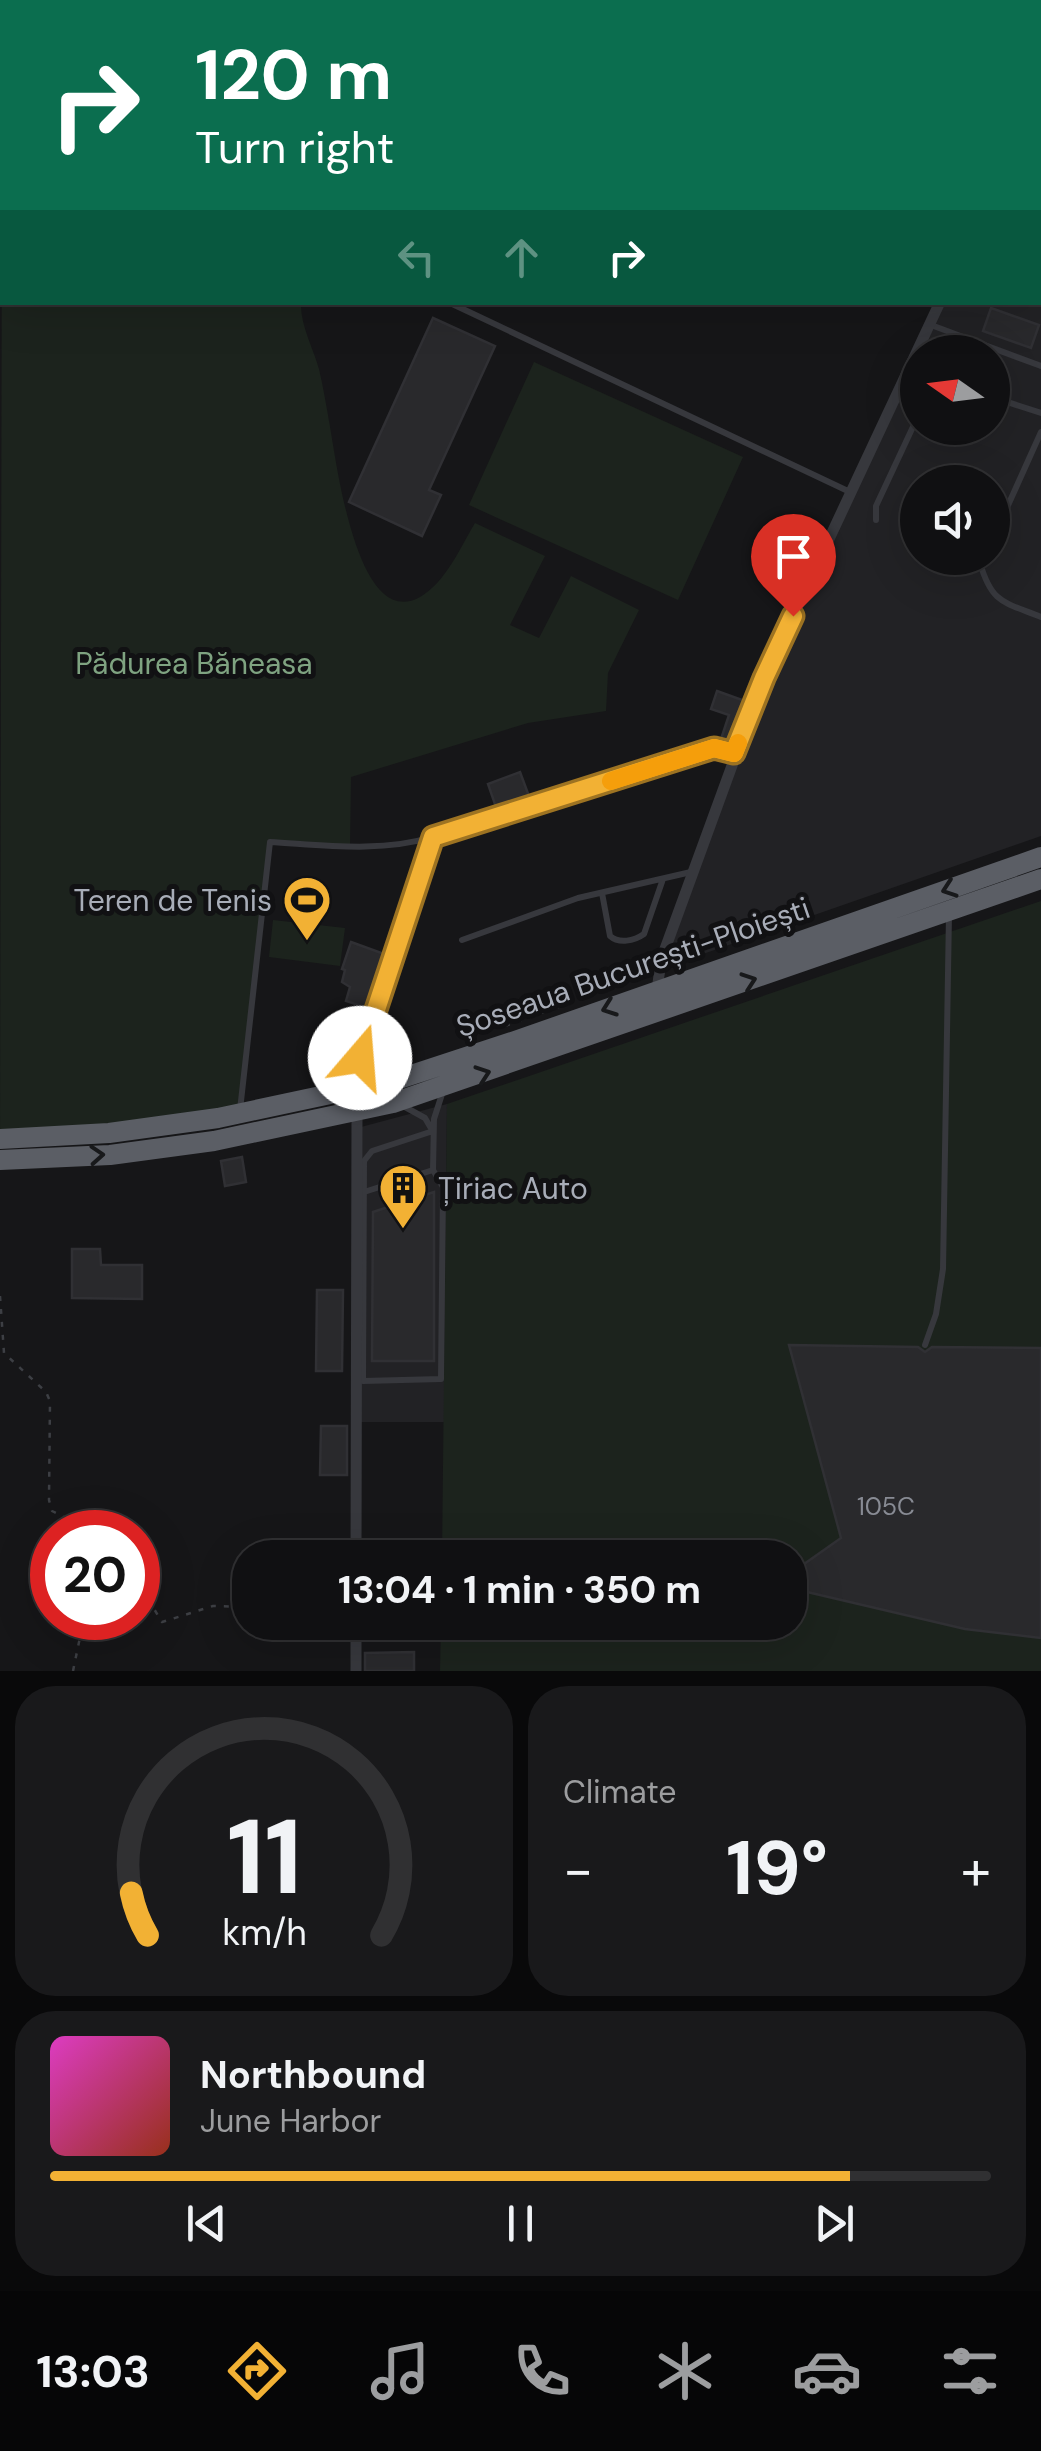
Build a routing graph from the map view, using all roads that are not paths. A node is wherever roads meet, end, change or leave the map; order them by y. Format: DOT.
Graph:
graph roads {
  1 [pos="454,305"];
  2 [pos="939,305"];
  3 [pos="930,325"];
  4 [pos="926,335"];
  5 [pos="1041,366"];
  6 [pos="900,397"];
  7 [pos="1010,402"];
  8 [pos="1041,413"];
  9 [pos="1041,432"];
  10 [pos="904,445"];
  11 [pos="851,493"];
  12 [pos="1010,501"];
  13 [pos="876,520"];
  14 [pos="984,575"];
  15 [pos="1041,617"];
  16 [pos="734,753"];
  17 [pos="433,837"];
  18 [pos="1041,857"];
  19 [pos="692,872"];
  20 [pos="663,878"];
  21 [pos="1041,879"];
  22 [pos="602,893"];
  23 [pos="949,911"];
  24 [pos="462,940"];
  25 [pos="657,991"];
  26 [pos="446,1086"];
  27 [pos="348,1092"];
  28 [pos="393,1103"];
  29 [pos="357,1112"];
  30 [pos="240,1114"];
  31 [pos="432,1131"];
  32 [pos="0,1139"];
  33 [pos="0,1160"];
  34 [pos="433,1170"];
  35 [pos="364,1192"];
  36 [pos="924,1345"];
  37 [pos="356,1540"];
  38 [pos="356,1640"];
  39 [pos="356,1671"];
  1 -- 11 [label="lane"];
  2 -- 3 [label="street"];
  3 -- 4 [label="street"];
  3 -- 5 [label="lane"];
  6 -- 11 [label="street"];
  7 -- 8 [label="lane"];
  9 -- 12 [label="lane"];
  10 -- 13 [label="lane"];
  11 -- 16 [label="street"];
  14 -- 15 [label="lane"];
  16 -- 17 [label="lane"];
  16 -- 19 [label="street"];
  17 -- 27 [label="lane"];
  17 -- 30 [label="lane"];
  18 -- 25 [label="highway, Șoseaua București-Ploiești, one-way"];
  19 -- 20 [label="lane"];
  19 -- 25 [label="street"];
  20 -- 22 [label="lane"];
  20 -- 22 [label="lane"];
  21 -- 23 [label="highway, Șoseaua București-Ploiești"];
  22 -- 24 [label="lane"];
  26 -- 23 [label="highway, Șoseaua București-Ploiești, one-way"];
  23 -- 36 [label="lane"];
  25 -- 27 [label="highway, Șoseaua București-Ploiești, one-way"];
  26 -- 28 [label="highway, Șoseaua București-Ploiești"];
  26 -- 31 [label="lane"];
  27 -- 30 [label="highway, Șoseaua București-Ploiești"];
  28 -- 29 [label="highway, Șoseaua București-Ploiești"];
  28 -- 31 [label="lane"];
  33 -- 29 [label="highway, Șoseaua București-Ploiești, one-way"];
  29 -- 37 [label="street"];
  30 -- 32 [label="highway, Șoseaua București-Ploiești"];
  31 -- 34 [label="lane"];
  31 -- 35 [label="lane"];
  34 -- 35 [label="lane"];
  34 -- 35 [label="lane"];
  38 -- 39 [label="street"];
}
- - -
▸ The task:
Across the records above, show each line containing the word "street".

▸ Exercise response:
  2 -- 3 [label="street"];
  3 -- 4 [label="street"];
  6 -- 11 [label="street"];
  11 -- 16 [label="street"];
  16 -- 19 [label="street"];
  19 -- 25 [label="street"];
  29 -- 37 [label="street"];
  38 -- 39 [label="street"];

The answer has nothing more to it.